# EXERCISE
Your task is to return all of the entries below exactly, leaving out each picture.

# RECORDS TO USE
((
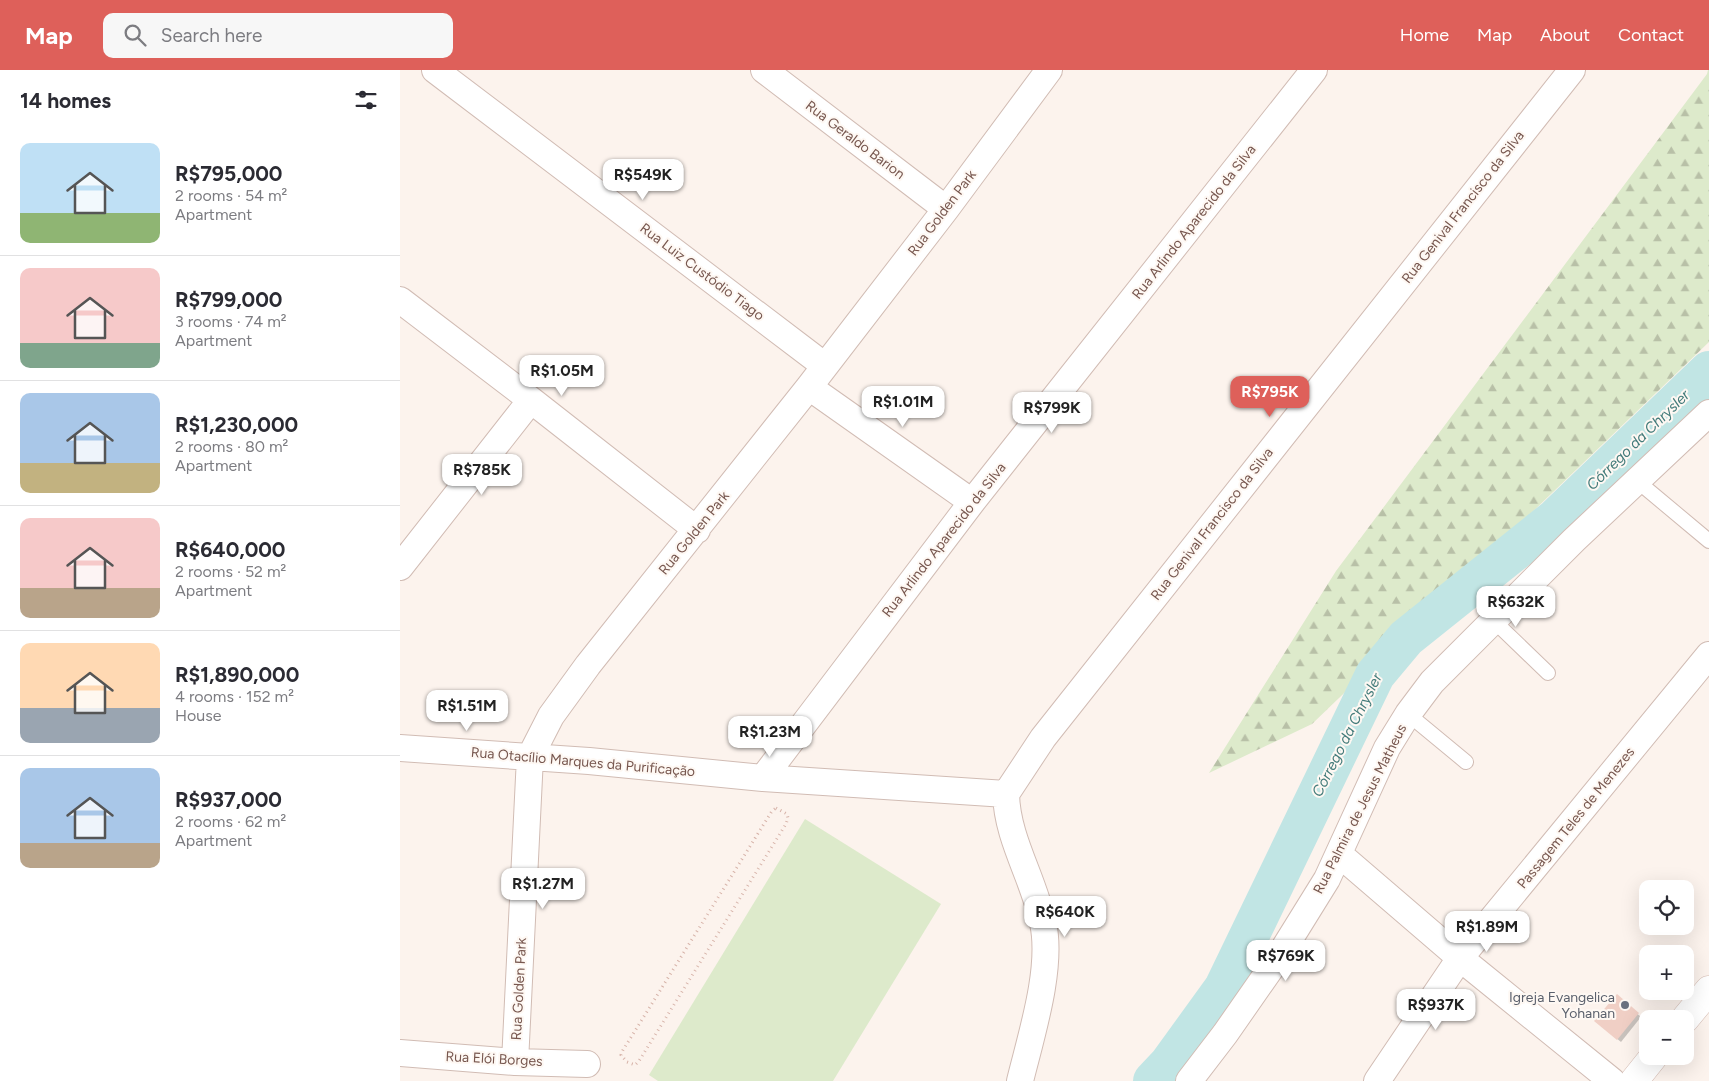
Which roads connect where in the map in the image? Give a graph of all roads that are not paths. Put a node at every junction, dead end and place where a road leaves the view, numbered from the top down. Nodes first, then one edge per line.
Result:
1 (435, 70) edge
2 (1049, 70) edge
3 (1314, 70) edge
4 (1571, 70) edge
5 (777, 74) edge
6 (946, 209) junction
7 (400, 300) edge
8 (825, 366) junction
9 (809, 387) junction
10 (531, 400) junction
11 (1709, 413) edge
12 (1636, 480) junction
13 (972, 502) junction
14 (697, 530) junction
15 (1709, 541) edge
16 (402, 561) edge
17 (1494, 621) junction
18 (1709, 655) edge
19 (1548, 673) dead end
20 (1408, 714) junction
21 (400, 748) edge
22 (530, 757) junction
23 (1466, 762) dead end
24 (763, 778) junction
25 (1006, 794) junction
26 (1339, 854) junction
27 (1460, 958) junction
28 (1709, 990) edge
29 (1692, 1010) edge
30 (400, 1053) edge
31 (515, 1062) junction
32 (587, 1064) dead end
33 (1647, 1065) edge
34 (1020, 1081) edge
35 (1189, 1081) edge
36 (1377, 1081) edge
37 (1612, 1081) edge
38 (1634, 1081) edge

1 - 8 street, Rua Luiz Custódio Tiago
2 - 6 street, Rua Golden Park
3 - 13 street, Rua Arlindo Aparecido da Silva
4 - 25 street, Rua Genival Francisco da Silva
5 - 6 street, Rua Geraldo Barion
6 - 8 street, Rua Golden Park
7 - 10 street
8 - 9 street, Rua Golden Park
9 - 13 street
9 - 14 street, Rua Golden Park
10 - 14 street
10 - 16 street
11 - 12 street, Rua Palmira de Jesus Matheus
12 - 15 lane
12 - 17 street, Rua Palmira de Jesus Matheus
13 - 24 street, Rua Arlindo Aparecido da Silva
14 - 22 street, Rua Golden Park
17 - 19 lane
17 - 20 street, Rua Palmira de Jesus Matheus
18 - 27 street, Passagem Teles de Menezes
20 - 23 lane
20 - 26 street, Rua Palmira de Jesus Matheus
21 - 22 street, Rua Otacílio Marques da Purificação
22 - 24 street, Rua Otacílio Marques da Purificação
22 - 31 street, Rua Golden Park
24 - 25 street, Rua Otacílio Marques da Purificação
25 - 34 street
26 - 27 street
26 - 35 street, Rua Palmira de Jesus Matheus
27 - 36 street, Passagem Teles de Menezes
27 - 37 street
28 - 29 main road
30 - 31 street, Rua Elói Borges
31 - 32 street, Rua Elói Borges
33 - 38 main road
))
# REPLY TO THE TASK
Which roads connect where in the map in the image? Give a graph of all roads that are not paths. Put a node at every junction, dead end and place where a road leaves the view, numbered from the top down. Nodes first, then one edge per line.
Result:
1 (435, 70) edge
2 (1049, 70) edge
3 (1314, 70) edge
4 (1571, 70) edge
5 (777, 74) edge
6 (946, 209) junction
7 (400, 300) edge
8 (825, 366) junction
9 (809, 387) junction
10 (531, 400) junction
11 (1709, 413) edge
12 (1636, 480) junction
13 (972, 502) junction
14 (697, 530) junction
15 (1709, 541) edge
16 (402, 561) edge
17 (1494, 621) junction
18 (1709, 655) edge
19 (1548, 673) dead end
20 (1408, 714) junction
21 (400, 748) edge
22 (530, 757) junction
23 (1466, 762) dead end
24 (763, 778) junction
25 (1006, 794) junction
26 (1339, 854) junction
27 (1460, 958) junction
28 (1709, 990) edge
29 (1692, 1010) edge
30 (400, 1053) edge
31 (515, 1062) junction
32 (587, 1064) dead end
33 (1647, 1065) edge
34 (1020, 1081) edge
35 (1189, 1081) edge
36 (1377, 1081) edge
37 (1612, 1081) edge
38 (1634, 1081) edge

1 - 8 street, Rua Luiz Custódio Tiago
2 - 6 street, Rua Golden Park
3 - 13 street, Rua Arlindo Aparecido da Silva
4 - 25 street, Rua Genival Francisco da Silva
5 - 6 street, Rua Geraldo Barion
6 - 8 street, Rua Golden Park
7 - 10 street
8 - 9 street, Rua Golden Park
9 - 13 street
9 - 14 street, Rua Golden Park
10 - 14 street
10 - 16 street
11 - 12 street, Rua Palmira de Jesus Matheus
12 - 15 lane
12 - 17 street, Rua Palmira de Jesus Matheus
13 - 24 street, Rua Arlindo Aparecido da Silva
14 - 22 street, Rua Golden Park
17 - 19 lane
17 - 20 street, Rua Palmira de Jesus Matheus
18 - 27 street, Passagem Teles de Menezes
20 - 23 lane
20 - 26 street, Rua Palmira de Jesus Matheus
21 - 22 street, Rua Otacílio Marques da Purificação
22 - 24 street, Rua Otacílio Marques da Purificação
22 - 31 street, Rua Golden Park
24 - 25 street, Rua Otacílio Marques da Purificação
25 - 34 street
26 - 27 street
26 - 35 street, Rua Palmira de Jesus Matheus
27 - 36 street, Passagem Teles de Menezes
27 - 37 street
28 - 29 main road
30 - 31 street, Rua Elói Borges
31 - 32 street, Rua Elói Borges
33 - 38 main road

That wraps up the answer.